The academic (social) machine (part I)

There was recently a picture circulating on Twitter, like pictures do.


This is, to say the least, a skewed view of academia, although I am certainly not the best placed to say that. I tend to have a beard, use big words, have recently started blogging and did wear robes at some point in my academic career. This is however a good opportunity to show how algorithmic bias works.

First off, where does the bias originate here? As I explained before in my post on social teaching machines, autocompletion surfaces information collected previously. The information in this case is collected in various ways, most notably by looking at previous searches. It is difficult to make broad statements on why people make a Google search. It's an act that always occurs in a certain context, for a ton of different reasons, and Google optimises for an average that is unclear. Who else is making the same search will undoubtedly have an effect on how Google sees the context of a search. Consider the search Why do English people have British humor? and its first answer: Google obviously got the context wrong in my case.


I am a bit at a loss to say more on this, so feel free to comment.

In any case, some of those biases are substantially more serious, of course. For this, you simply have to enter a search of the form "Why do A people B", where A can be any of {asian, white, black} and B any of {look, like smell} to realise that autocomplete is powerful to surface common stereotypes. Not all those autocompletes work though (presumably because the output is too vile and has been hand blocked). So we humans enter our biases, and Google actually amplifies them.

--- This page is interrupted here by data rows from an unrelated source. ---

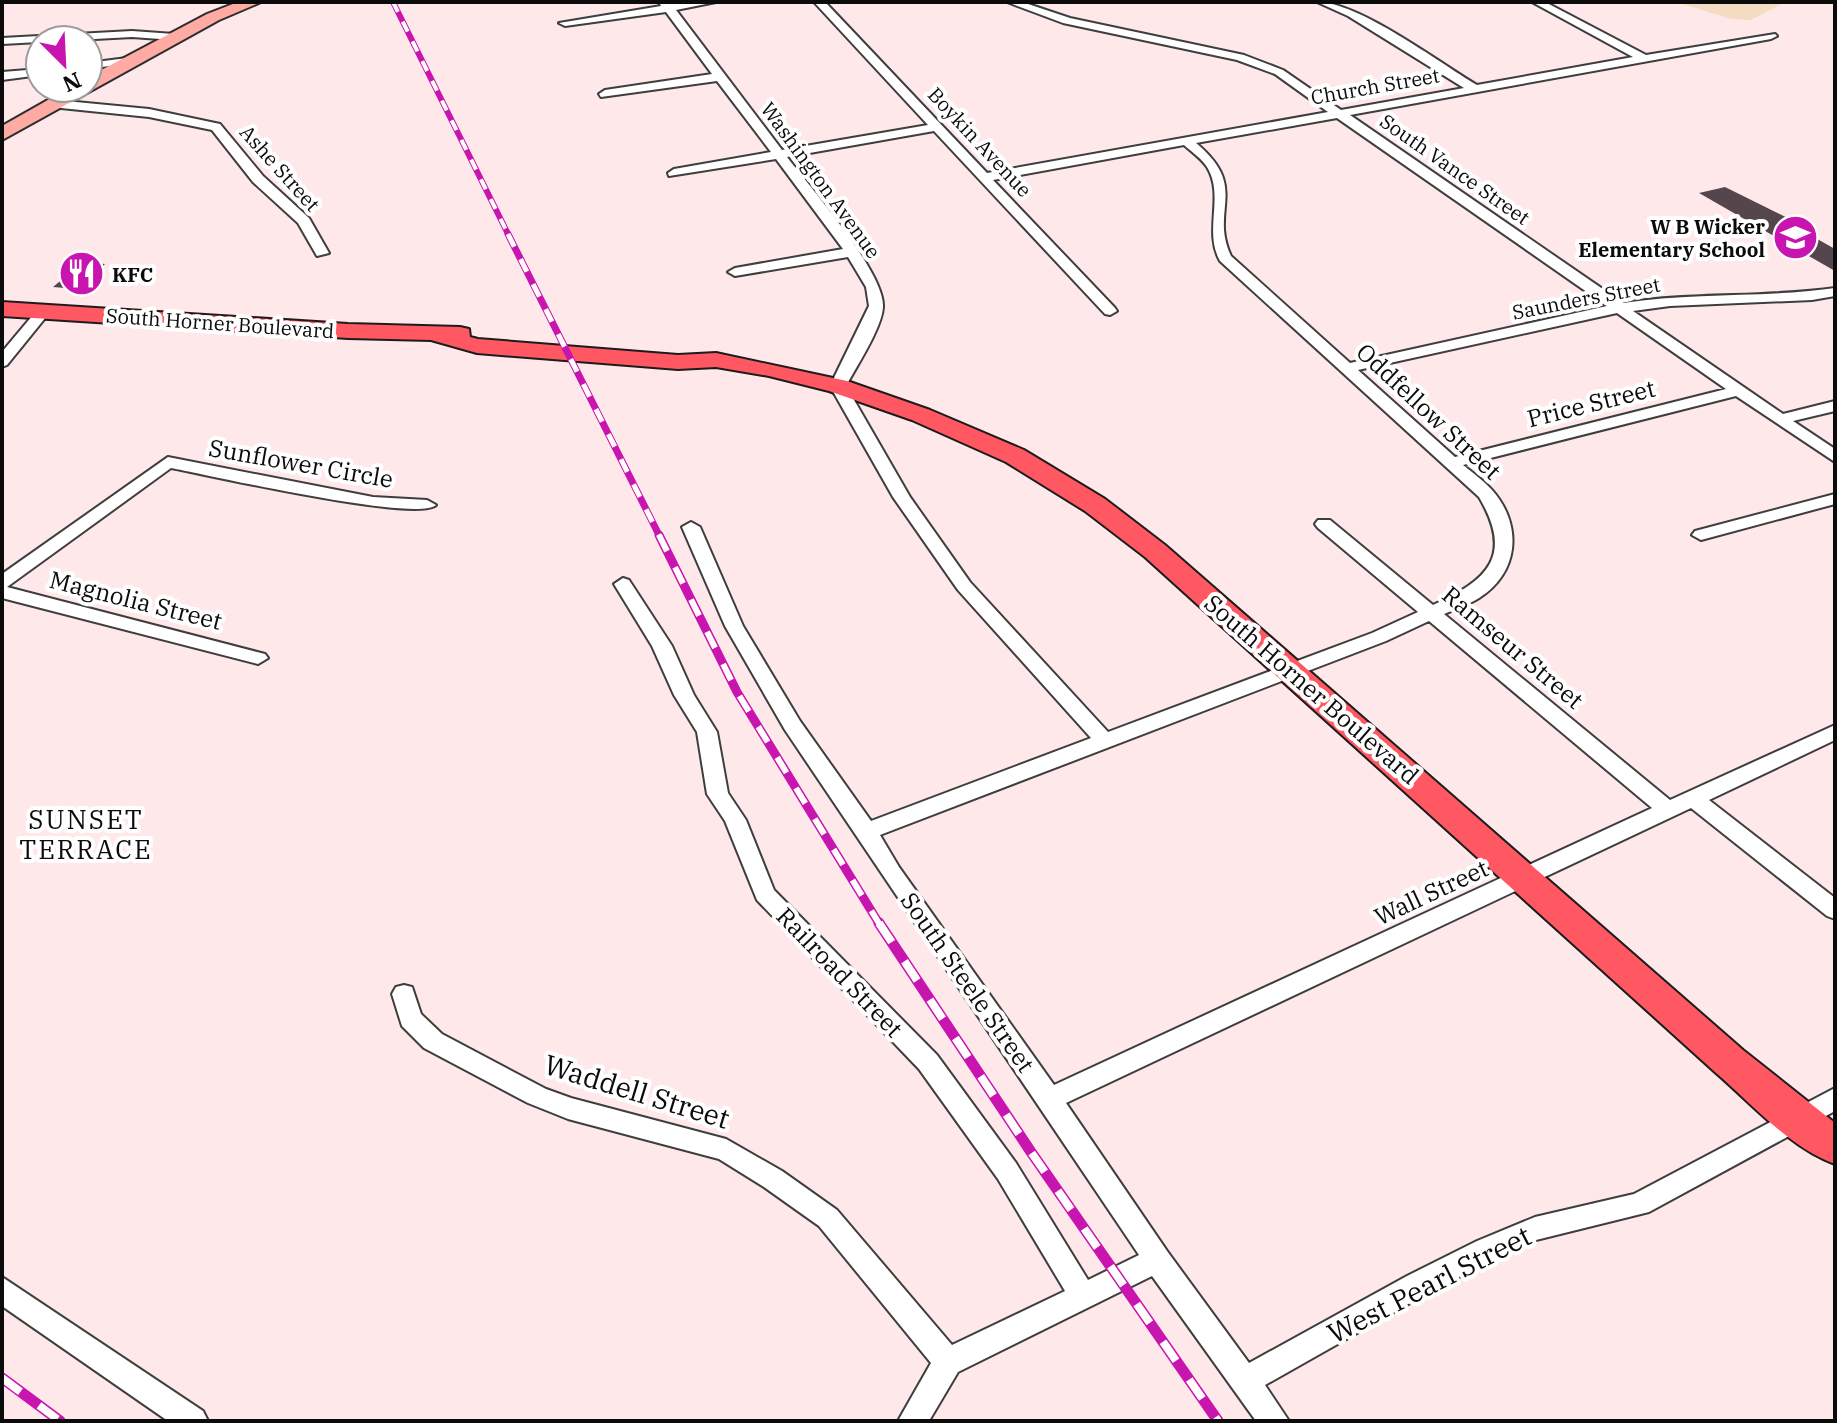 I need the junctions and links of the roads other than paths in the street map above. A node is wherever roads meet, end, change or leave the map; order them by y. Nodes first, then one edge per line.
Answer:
1 (253, 2) edge
2 (711, 2) edge
3 (819, 2) edge
4 (1012, 2) edge
5 (1322, 2) edge
6 (1537, 2) edge
7 (666, 5) edge
8 (565, 23) dead end
9 (1771, 36) dead end
10 (174, 37) junction
11 (2, 41) edge
12 (1643, 58) junction
13 (127, 61) junction
14 (104, 64) edge
15 (24, 74) edge
16 (104, 75) edge
17 (2, 76) edge
18 (718, 77) junction
19 (1475, 89) junction
20 (605, 94) dead end
21 (55, 104) joint
22 (1340, 112) junction
23 (938, 127) junction
24 (2, 134) edge
25 (1188, 142) junction
26 (780, 155) junction
27 (674, 173) dead end
28 (986, 177) junction
29 (852, 252) junction
30 (322, 253) dead end
31 (735, 272) dead end
32 (1835, 292) edge
33 (2, 309) edge
34 (1620, 309) junction
35 (1110, 311) dead end
36 (43, 312) junction
37 (2, 362) edge
38 (1347, 368) junction
39 (838, 386) junction
40 (1740, 390) junction
41 (1835, 406) edge
42 (1781, 419) junction
43 (1835, 457) edge
44 (1454, 462) junction
45 (1835, 499) edge
46 (427, 505) dead end
47 (1324, 524) dead end
48 (691, 527) dead end
49 (1701, 535) dead end
50 (2, 583) edge
51 (623, 584) dead end
52 (2, 592) edge
53 (1431, 613) junction
54 (258, 658) dead end
55 (1290, 671) junction
56 (1835, 732) edge
57 (1103, 739) junction
58 (1692, 798) junction
59 (1668, 810) junction
60 (867, 831) junction
61 (1524, 877) junction
62 (1835, 910) edge
63 (404, 994) dead end
64 (1050, 1099) junction
65 (1835, 1099) edge
66 (1798, 1119) junction
67 (1835, 1146) edge
68 (1157, 1260) junction
69 (2, 1290) edge
70 (1082, 1294) junction
71 (948, 1362) junction
72 (1245, 1381) junction
73 (193, 1421) edge
74 (913, 1421) edge
75 (1274, 1421) edge

1 - 10 street
2 - 7 street
3 - 23 street, Boykin Avenue
4 - 22 street, South Vance Street
5 - 19 street
6 - 12 street
7 - 8 street
7 - 18 street, Washington Avenue
9 - 12 street, Church Street
10 - 11 street
10 - 13 street
12 - 19 street, Church Street
13 - 14 street
13 - 16 street
15 - 17 street
18 - 20 street
18 - 26 street, Washington Avenue
19 - 22 street, Church Street
21 - 24 street
21 - 30 street, Ashe Street
22 - 25 street, Church Street
22 - 34 street, South Vance Street
23 - 26 street
23 - 28 street, Boykin Avenue
25 - 28 street, Church Street
25 - 38 street, Oddfellow Street
26 - 27 street
26 - 29 street, Washington Avenue
28 - 35 street, Boykin Avenue
29 - 31 street
29 - 39 street, Washington Avenue
32 - 34 street, Saunders Street
33 - 36 main road, South Horner Boulevard
34 - 38 street, Saunders Street
34 - 40 street, South Vance Street
36 - 37 street
36 - 39 main road, South Horner Boulevard
38 - 44 street, Oddfellow Street
39 - 55 main road, South Horner Boulevard
39 - 57 street
40 - 42 street, South Vance Street
40 - 44 street, Price Street
41 - 42 street
42 - 43 street, South Vance Street
44 - 53 street, Oddfellow Street
45 - 49 street
46 - 50 street, Sunflower Circle
47 - 53 street, Ramseur Street
48 - 60 street, South Steele Street
51 - 70 street, Railroad Street
52 - 54 street, Magnolia Street
53 - 55 street, Oddfellow Street
53 - 59 street, Ramseur Street
55 - 57 street, Oddfellow Street
55 - 61 main road, South Horner Boulevard
56 - 58 street, Wall Street
57 - 60 street, Oddfellow Street
58 - 59 street, Wall Street
58 - 62 street
59 - 61 street, Wall Street
60 - 64 street, South Steele Street
61 - 64 street, Wall Street
61 - 66 main road, South Horner Boulevard
63 - 71 street, Waddell Street
64 - 68 street, South Steele Street
65 - 66 street, West Pearl Street
66 - 67 main road, South Horner Boulevard
66 - 72 street, West Pearl Street
68 - 70 street
68 - 72 street, South Steele Street
69 - 73 street
70 - 71 street
71 - 74 street
72 - 75 street, South Steele Street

Let's see where this leads.

In the case of autocompletion, the impact is certainly weak, but it might correlate with other biases (or cause them?), underscoring a more ingrained problem. Let's go back to Google's view of academia: what does the output of a Google Image Search of academics faculty return? You can try to use this link, which is user agnostic (but its output will be personalized by Google once you click, unless you use privacy conscious tools). Here is the view I get, when logged in:


Yours should be different: most probably, Terence Tao, the short-sleeved mathematician in the middle row, is further down in yours. This is reasonable, and explained by Christian Sandvig in a beautiful post called Show-and-Tell: Algorithmic Culture: since I am a mathematician, Google gives Tao a bump [1]. And beyond that? Well, Google really thinks that academics wear robes half the time, and perpetuates this bias also visually, not just in autocomplete.

Is this really a serious problem? Well, one consequence is that when humans need to illustrate something (a blog, an educational resource,...) it actually requires effort, judgement to accurately assess the potential bias and not succumb to it. For robes it is of course very easy. For skin color or diversity, as we know, it can be harder and thus requires training and conscious effort. In its outputs, Google is potentially already biased, in ways that are hard to assess for all of us who don't know the Google secret sauce.

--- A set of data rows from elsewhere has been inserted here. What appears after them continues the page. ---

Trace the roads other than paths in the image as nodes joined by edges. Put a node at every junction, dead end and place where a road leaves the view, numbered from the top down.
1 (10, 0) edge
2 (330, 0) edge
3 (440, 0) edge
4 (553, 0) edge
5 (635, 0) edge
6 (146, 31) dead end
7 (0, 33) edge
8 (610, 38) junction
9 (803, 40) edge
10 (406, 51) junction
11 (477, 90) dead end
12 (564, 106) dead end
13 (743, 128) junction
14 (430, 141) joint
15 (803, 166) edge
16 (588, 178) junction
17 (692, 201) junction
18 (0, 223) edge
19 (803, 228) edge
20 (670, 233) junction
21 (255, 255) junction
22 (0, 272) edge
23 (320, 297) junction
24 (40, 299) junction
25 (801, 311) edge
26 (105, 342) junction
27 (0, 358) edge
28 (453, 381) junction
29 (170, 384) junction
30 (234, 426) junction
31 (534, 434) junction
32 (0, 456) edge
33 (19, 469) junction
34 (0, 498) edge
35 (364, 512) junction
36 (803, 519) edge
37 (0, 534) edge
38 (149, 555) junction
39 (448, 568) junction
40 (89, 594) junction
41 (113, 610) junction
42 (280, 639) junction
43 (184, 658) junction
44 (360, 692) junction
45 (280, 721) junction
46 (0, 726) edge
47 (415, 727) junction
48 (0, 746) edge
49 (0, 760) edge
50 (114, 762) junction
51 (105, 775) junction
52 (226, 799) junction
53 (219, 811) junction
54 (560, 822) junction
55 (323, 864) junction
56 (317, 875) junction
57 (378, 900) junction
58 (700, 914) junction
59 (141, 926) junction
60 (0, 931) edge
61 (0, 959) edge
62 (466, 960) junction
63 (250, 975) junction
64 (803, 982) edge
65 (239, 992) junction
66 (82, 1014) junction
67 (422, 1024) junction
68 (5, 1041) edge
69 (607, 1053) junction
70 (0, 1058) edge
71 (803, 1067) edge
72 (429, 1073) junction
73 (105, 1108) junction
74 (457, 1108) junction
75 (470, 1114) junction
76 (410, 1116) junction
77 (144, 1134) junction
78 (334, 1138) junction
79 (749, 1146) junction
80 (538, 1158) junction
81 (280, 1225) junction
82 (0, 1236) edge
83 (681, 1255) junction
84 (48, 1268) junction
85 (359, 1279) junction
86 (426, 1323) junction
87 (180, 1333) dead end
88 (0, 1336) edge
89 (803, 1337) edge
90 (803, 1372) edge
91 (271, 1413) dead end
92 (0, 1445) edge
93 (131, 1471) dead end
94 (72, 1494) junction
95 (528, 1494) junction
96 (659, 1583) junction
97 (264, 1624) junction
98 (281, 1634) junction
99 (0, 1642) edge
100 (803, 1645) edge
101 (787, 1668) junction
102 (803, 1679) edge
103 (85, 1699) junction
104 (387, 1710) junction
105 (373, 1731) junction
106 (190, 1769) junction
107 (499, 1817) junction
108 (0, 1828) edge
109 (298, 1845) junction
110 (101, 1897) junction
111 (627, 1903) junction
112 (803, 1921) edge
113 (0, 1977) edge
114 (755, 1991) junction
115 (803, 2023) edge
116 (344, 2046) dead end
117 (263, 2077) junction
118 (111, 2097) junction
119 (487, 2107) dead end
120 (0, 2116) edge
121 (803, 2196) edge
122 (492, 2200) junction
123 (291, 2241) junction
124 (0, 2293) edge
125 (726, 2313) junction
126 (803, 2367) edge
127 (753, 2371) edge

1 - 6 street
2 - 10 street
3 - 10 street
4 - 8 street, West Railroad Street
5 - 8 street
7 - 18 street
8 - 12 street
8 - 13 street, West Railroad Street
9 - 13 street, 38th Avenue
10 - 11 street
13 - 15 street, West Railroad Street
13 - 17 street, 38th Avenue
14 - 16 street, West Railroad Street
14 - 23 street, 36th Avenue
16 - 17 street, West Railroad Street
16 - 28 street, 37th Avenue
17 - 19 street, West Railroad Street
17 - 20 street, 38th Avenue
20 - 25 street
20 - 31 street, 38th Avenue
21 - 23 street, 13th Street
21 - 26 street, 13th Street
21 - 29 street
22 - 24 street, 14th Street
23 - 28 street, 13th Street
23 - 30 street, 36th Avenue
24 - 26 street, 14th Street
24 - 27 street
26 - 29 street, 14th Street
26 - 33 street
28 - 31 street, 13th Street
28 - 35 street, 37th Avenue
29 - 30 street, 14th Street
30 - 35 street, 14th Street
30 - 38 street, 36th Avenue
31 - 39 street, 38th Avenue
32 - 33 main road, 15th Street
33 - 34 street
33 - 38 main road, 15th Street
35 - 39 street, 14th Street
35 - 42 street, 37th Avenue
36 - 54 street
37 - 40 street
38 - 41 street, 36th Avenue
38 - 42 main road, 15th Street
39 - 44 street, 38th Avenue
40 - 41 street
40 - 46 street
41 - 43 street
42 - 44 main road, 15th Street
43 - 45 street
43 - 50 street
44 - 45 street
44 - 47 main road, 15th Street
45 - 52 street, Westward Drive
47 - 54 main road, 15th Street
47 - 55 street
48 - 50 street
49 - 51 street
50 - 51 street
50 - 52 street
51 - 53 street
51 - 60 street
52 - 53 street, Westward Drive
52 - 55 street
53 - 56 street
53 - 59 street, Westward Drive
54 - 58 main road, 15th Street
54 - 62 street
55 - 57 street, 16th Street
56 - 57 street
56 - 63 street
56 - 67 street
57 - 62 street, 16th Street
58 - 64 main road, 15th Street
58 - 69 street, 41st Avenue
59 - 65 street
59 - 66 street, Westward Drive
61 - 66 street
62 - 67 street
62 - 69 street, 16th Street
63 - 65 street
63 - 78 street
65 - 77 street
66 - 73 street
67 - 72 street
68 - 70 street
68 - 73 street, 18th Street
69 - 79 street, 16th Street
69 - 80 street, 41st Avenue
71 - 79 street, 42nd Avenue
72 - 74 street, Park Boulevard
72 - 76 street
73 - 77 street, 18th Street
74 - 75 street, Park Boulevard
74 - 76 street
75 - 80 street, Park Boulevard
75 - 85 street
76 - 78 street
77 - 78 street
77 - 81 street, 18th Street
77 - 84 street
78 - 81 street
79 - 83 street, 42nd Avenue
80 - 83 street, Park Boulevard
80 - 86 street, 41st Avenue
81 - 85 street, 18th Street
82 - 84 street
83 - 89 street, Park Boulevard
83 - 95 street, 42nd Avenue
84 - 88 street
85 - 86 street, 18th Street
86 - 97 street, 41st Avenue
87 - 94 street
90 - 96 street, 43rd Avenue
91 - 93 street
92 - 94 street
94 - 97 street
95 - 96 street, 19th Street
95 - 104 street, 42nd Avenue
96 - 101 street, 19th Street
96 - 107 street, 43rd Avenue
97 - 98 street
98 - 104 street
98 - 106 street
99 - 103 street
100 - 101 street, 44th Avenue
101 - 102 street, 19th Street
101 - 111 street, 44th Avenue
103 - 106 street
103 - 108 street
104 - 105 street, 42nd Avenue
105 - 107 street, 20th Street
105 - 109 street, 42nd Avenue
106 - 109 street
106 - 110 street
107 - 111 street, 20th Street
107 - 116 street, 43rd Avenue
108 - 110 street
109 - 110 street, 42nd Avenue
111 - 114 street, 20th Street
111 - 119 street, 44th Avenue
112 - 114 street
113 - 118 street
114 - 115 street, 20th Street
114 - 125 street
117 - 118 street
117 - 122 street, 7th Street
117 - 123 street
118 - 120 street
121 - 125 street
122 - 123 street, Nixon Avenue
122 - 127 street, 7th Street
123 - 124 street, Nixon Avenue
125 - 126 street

Automation is moving rapidly in many areas. Online advertising could easily remove any intermediate human step, refeeding to us our own biases for commercial gain. Services like Sketch2Photo offer the promise of automating the illustration processes, for instance for lecture notes, which would perpetuate this same effect over more vulnerable populations.

[1] The fact that Tao is bumped higher than average for me is probably good. It makes the output more relevant to me. If overdone it could also lead to some form of filter bubble.